Es imposible entender qué pasa por la mente y el corazón de las personas que cometen este tipo de delitos al igual que de las personas que pese a tener conocimiento de ellos no actúan y permiten que no se haga justicia para las víctimas. En este caso el sacerdote aludido falleció hace más de una década, pero habrá que encarar una investigación seria y objetiva para esclarecer estos hechos y no dejarlos como historias de terror; para conocer si en ese tiempo hubo denuncias y ante quiénes se plantearon; para establecer si se asumieron medidas, acciones y sanciones dentro de su organización y si estas denuncias fueron remitidas a la justicia ordinaria, como corresponde.
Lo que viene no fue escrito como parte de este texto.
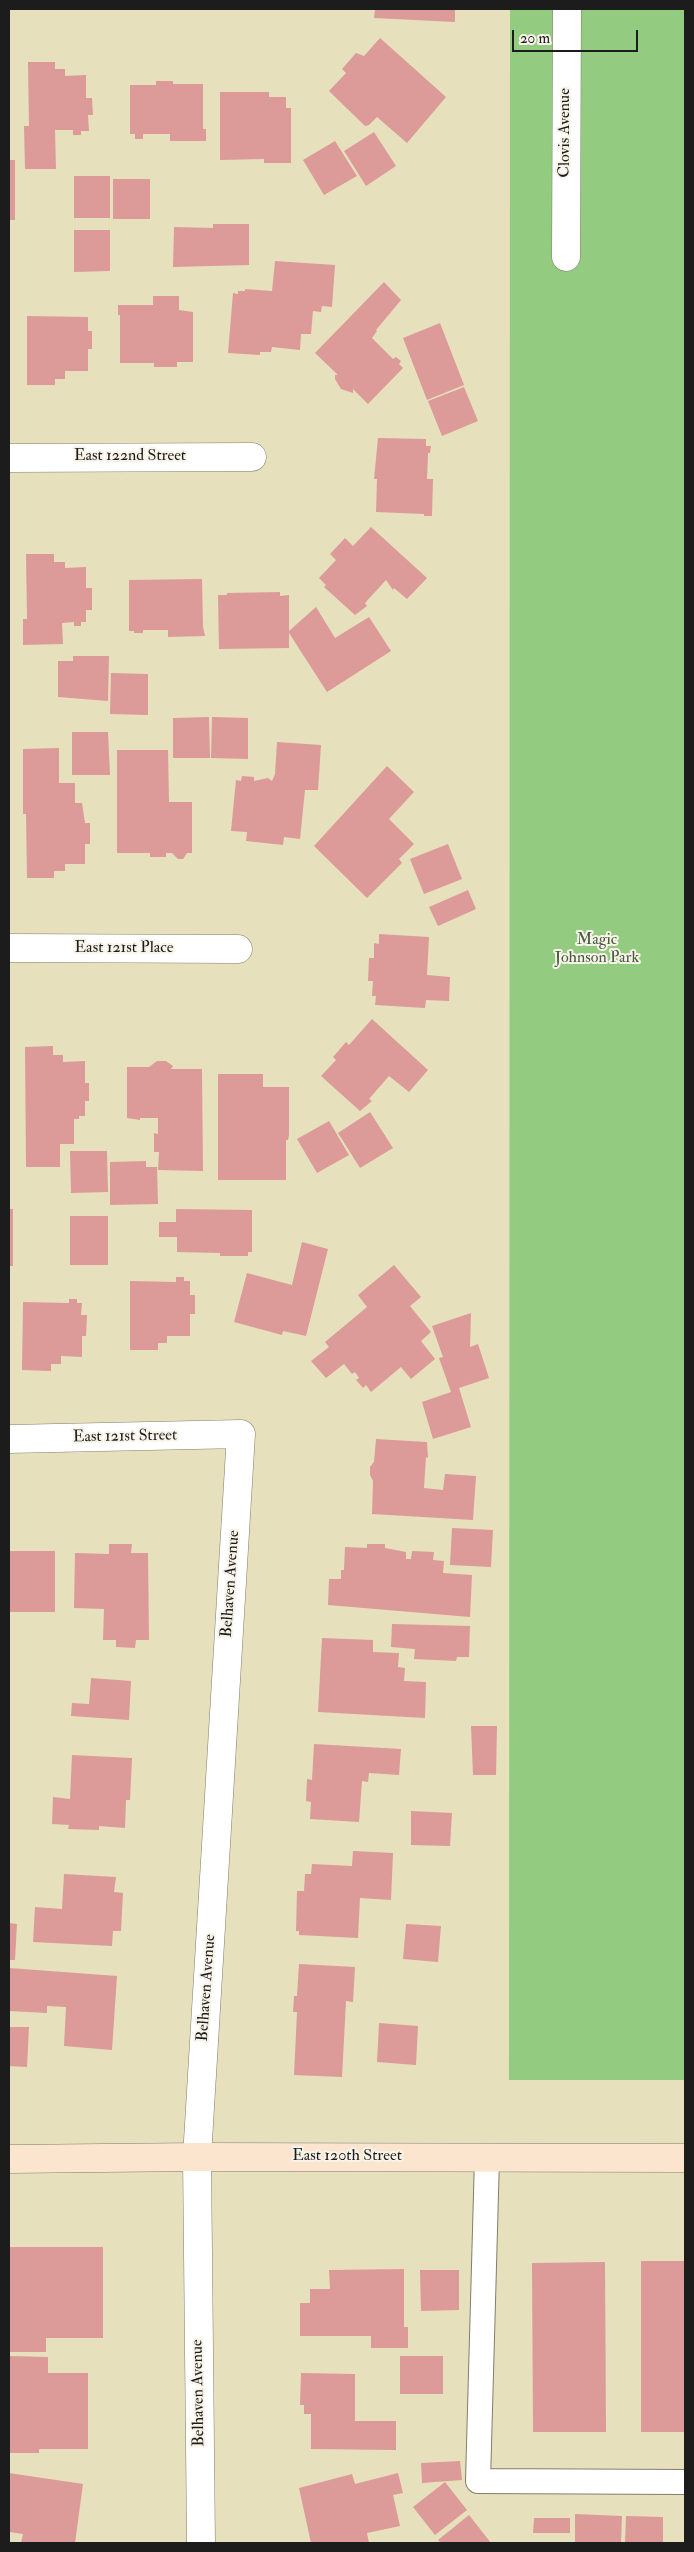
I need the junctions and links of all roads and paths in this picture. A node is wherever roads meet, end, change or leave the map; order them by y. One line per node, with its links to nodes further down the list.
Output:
1 (566, 9): 2 (street, Clovis Avenue)
2 (566, 257)
3 (252, 457): 4 (street, East 122nd Street)
4 (9, 458)
5 (9, 948): 6 (street, East 121st Place)
6 (238, 949)
7 (241, 1434): 8 (street, East 121st Street); 9 (street, Belhaven Avenue)
8 (9, 1439)
9 (197, 2157): 10 (street, East 120th Street); 12 (street, East 120th Street); 14 (street, Belhaven Avenue)
10 (487, 2158): 11 (street, East 120th Street); 13 (lane)
11 (685, 2158)
12 (9, 2159)
13 (685, 2482)
14 (201, 2543)

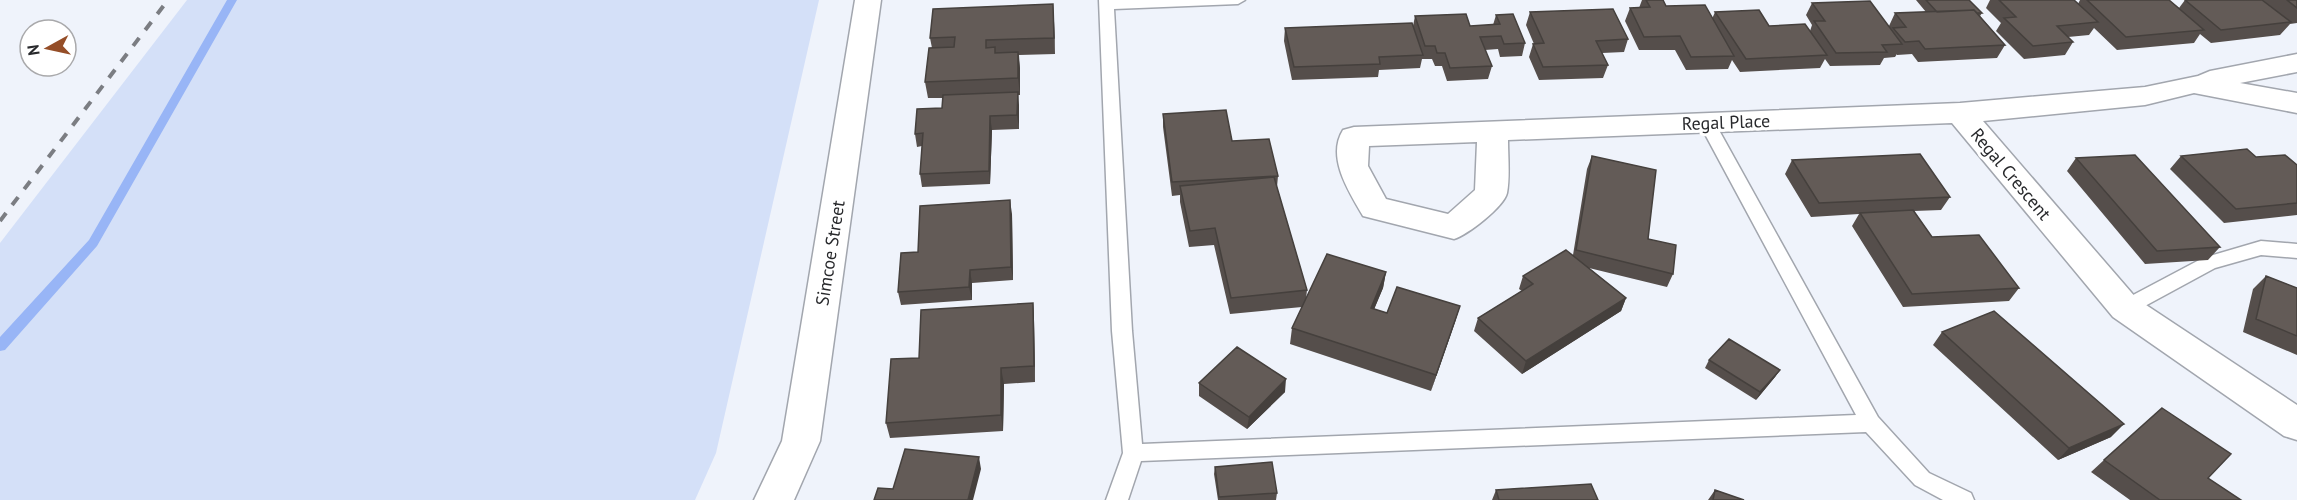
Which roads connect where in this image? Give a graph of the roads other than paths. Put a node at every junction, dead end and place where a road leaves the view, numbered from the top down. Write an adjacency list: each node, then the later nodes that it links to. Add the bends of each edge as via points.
1 (868, 0): 15 (street, Simcoe Street, via 801,441)
2 (1238, 0): 3 (lane)
3 (1107, 2): 14 (lane, via 1122,331)
4 (2297, 63): 5 (street)
5 (2194, 84): 6 (street, Regal Crescent); 7 (street, Regal Crescent, via 2145,96)
6 (2297, 103)
7 (1960, 114): 8 (street, Regal Place); 11 (street, Regal Crescent)
8 (1707, 123): 9 (street, Regal Place); 12 (lane)
9 (1493, 131): 9 (street, Regal Place, via 1491,194 1454,227 1374,208 1353,166 1354,137)
10 (2297, 252): 11 (lane, via 2261,248 2209,263)
11 (2125, 308): 13 (street, Regal Crescent)
12 (1871, 423): 14 (lane); 17 (lane, via 1922,479)
13 (2297, 425)
14 (1132, 453): 16 (lane)
15 (774, 500)
16 (1117, 500)
17 (1963, 500)

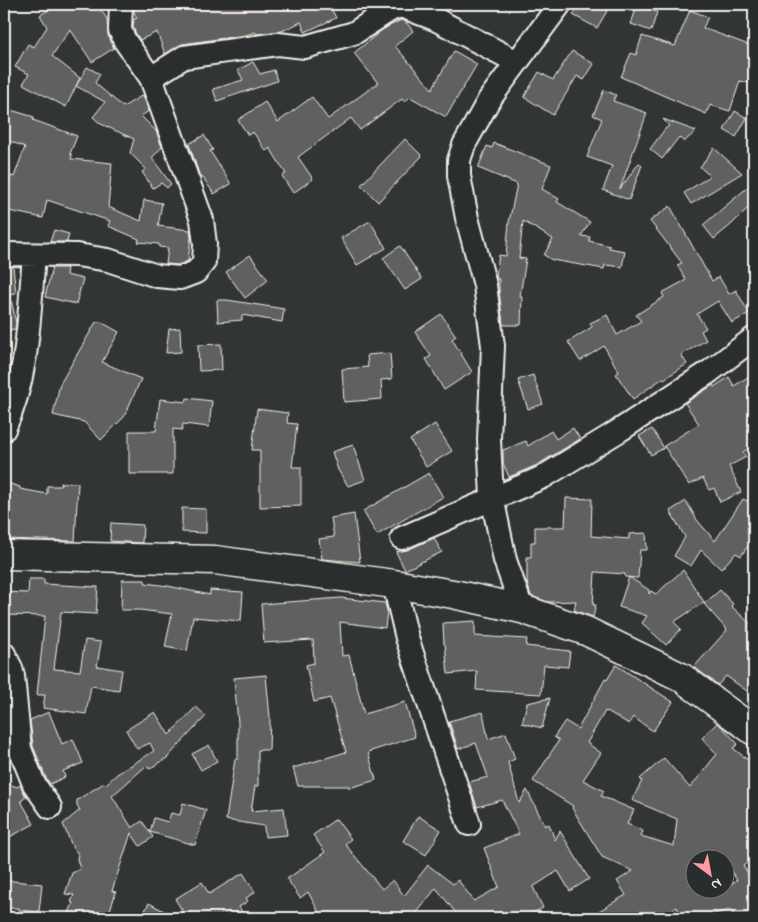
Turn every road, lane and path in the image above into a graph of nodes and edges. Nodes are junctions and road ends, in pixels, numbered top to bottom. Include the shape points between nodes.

Tenemos que reconocer que la práctica de “dejar hacer y dejar pasar” no sólo se da dentro de organizaciones religiosas, se ha dado y se da también en organizaciones políticas, en instituciones educativas y de formación superior, en instancias de la administración pública, en instituciones militares y policiales y en otras similares donde el común denominador son las estructuras basadas en jerarquías de poder, donde el que se encuentra en una posición superior no se hace responsable de sus actos, cree tener la facultad de librar de responsabilidad al que cometió una falta o delito o que tiene la potestad de anteponer el nombre, la imagen o los intereses de la institución u organización por encima de los derechos de las personas, vulnerando las leyes vigentes. Es esto lo que como sociedad no podemos permitir y tolerar que ocurra. Son estas malas prácticas de abuso del poder y de uso de influencias que dan lugar al encubrimiento y a la impunidad.

Por mi profesión y por el área de trabajo en la que me he desenvuelto, durante muchos años he tenido la oportunidad de conocer a autoridades y miembros de la Compañía de Jesús y de valorar el trabajo que desarrollan a través del sistema educativo de Fe y Alegría en favor de la niñez y la juventud boliviana, por ello me apena que, en estos momentos, por culpa de algunos de sus miembros, ya sea por comisión u omisión, se encuentren en esta compleja y difícil situación. Estoy convencida de que los valores que inspiran su labor les permitirán afrontar este mal momento y tomar las decisiones necesarias para coadyuvar en toda iniciativa y acción orientadas a esclarecer estos hechos e imponer las sanciones respectivas a los culpables y a los que callaron o no actuaron en su oportunidad.

Esperemos que este caso sirva para sentar un verdadero precedente de justicia en favor de las personas que hubieran sido víctimas de los delitos mencionados y para erradicar estas prácticas abusivas y arbitrarias dentro de las organizaciones e instituciones del país que lo único que generan es impunidad.

Que se haga justicia para, de alguna manera, reparar el daño ocasionado y ayudar a las víctimas a superar el dolor y los traumas provocados y, no para estigmatizar o censurar a una organización o desatar una “cacería de brujas" contra sus miembros.